*** Data for the task Section Begins ***

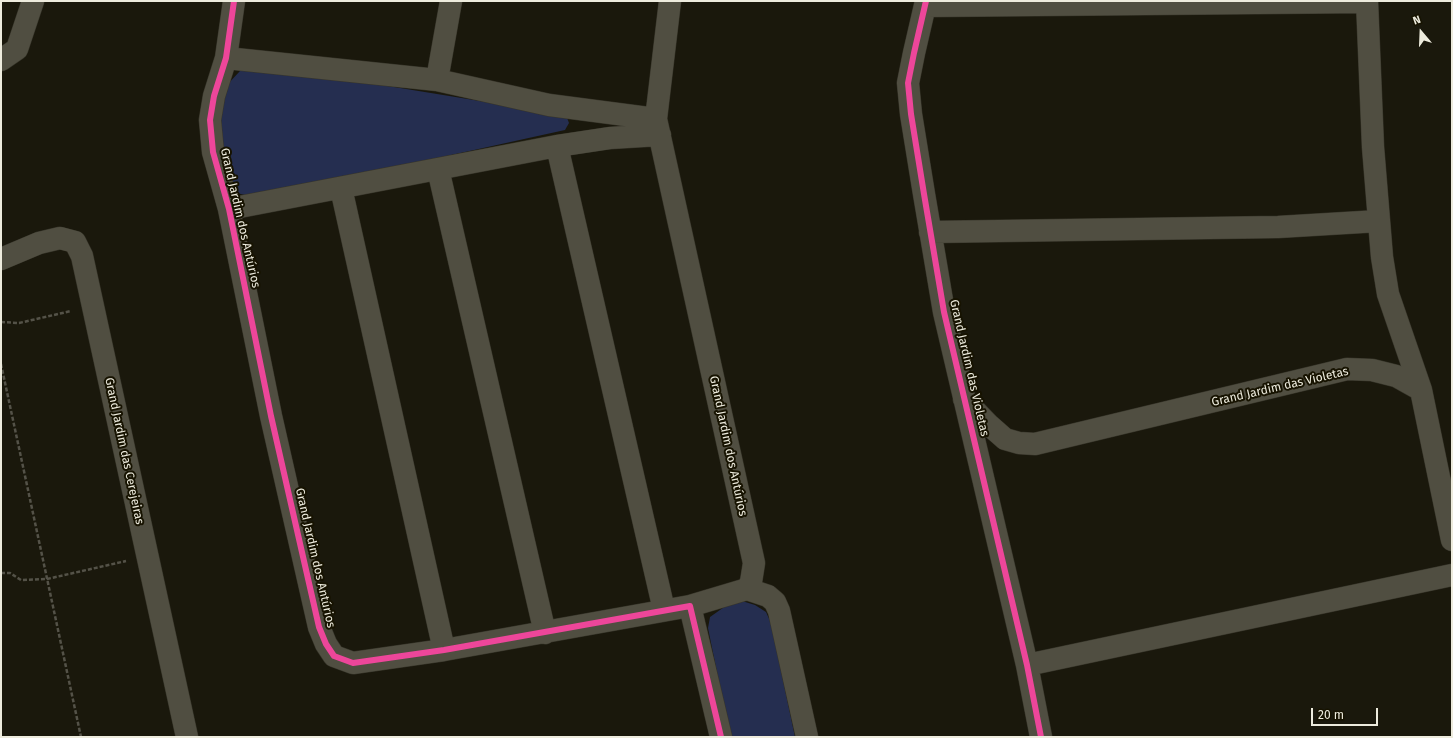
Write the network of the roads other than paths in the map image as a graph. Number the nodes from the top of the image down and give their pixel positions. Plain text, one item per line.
1 (33, 1) edge
2 (234, 1) edge
3 (451, 1) edge
4 (670, 1) edge
5 (1367, 1) edge
6 (926, 4) edge
7 (226, 58) junction
8 (1, 60) edge
9 (437, 80) junction
10 (658, 127) junction
11 (557, 146) junction
12 (438, 169) junction
13 (341, 188) junction
14 (229, 209) junction
15 (1378, 221) junction
16 (930, 232) junction
17 (1, 259) edge
18 (1421, 390) junction
19 (964, 398) junction
20 (1452, 540) edge
21 (1452, 575) edge
22 (747, 588) junction
23 (690, 606) junction
24 (664, 610) junction
25 (545, 633) junction
26 (444, 650) junction
27 (1028, 665) junction
28 (187, 737) edge
29 (721, 737) edge
30 (807, 737) edge
31 (1041, 737) edge

1 - 8 street
2 - 7 street, Grand Jardim dos Antúrios
3 - 9 street
4 - 10 street, Grand Jardim dos Antúrios
5 - 6 street, Grand Jardim das Violetas
5 - 15 street, Grand Jardim das Violetas
6 - 16 street, Grand Jardim das Violetas
7 - 9 street
7 - 14 street, Grand Jardim dos Antúrios
9 - 10 street
10 - 11 street, Grand Jardim dos Antúrios
10 - 22 street, Grand Jardim dos Antúrios
11 - 12 street, Grand Jardim dos Antúrios
11 - 24 street
12 - 13 street, Grand Jardim dos Antúrios
12 - 25 street
13 - 14 street, Grand Jardim dos Antúrios
13 - 26 street
14 - 26 street, Grand Jardim dos Antúrios
15 - 16 street
15 - 18 street, Grand Jardim das Violetas
16 - 19 street, Grand Jardim das Violetas
17 - 28 street, Grand Jardim das Cerejeiras
18 - 19 street, Grand Jardim das Violetas
18 - 20 street, Grand Jardim das Violetas
19 - 27 street, Grand Jardim das Violetas
21 - 27 street
22 - 23 street, Grand Jardim dos Antúrios
22 - 30 street
23 - 24 street, Grand Jardim dos Antúrios
23 - 29 street
24 - 25 street, Grand Jardim dos Antúrios
25 - 26 street, Grand Jardim dos Antúrios
27 - 31 street, Grand Jardim das Violetas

*** Data for the task Section Ends ***

- [Task]
Every line in the data that holds the string "Violetas" should be copied.

- [Completed exercise]
5 - 6 street, Grand Jardim das Violetas
5 - 15 street, Grand Jardim das Violetas
6 - 16 street, Grand Jardim das Violetas
15 - 18 street, Grand Jardim das Violetas
16 - 19 street, Grand Jardim das Violetas
18 - 19 street, Grand Jardim das Violetas
18 - 20 street, Grand Jardim das Violetas
19 - 27 street, Grand Jardim das Violetas
27 - 31 street, Grand Jardim das Violetas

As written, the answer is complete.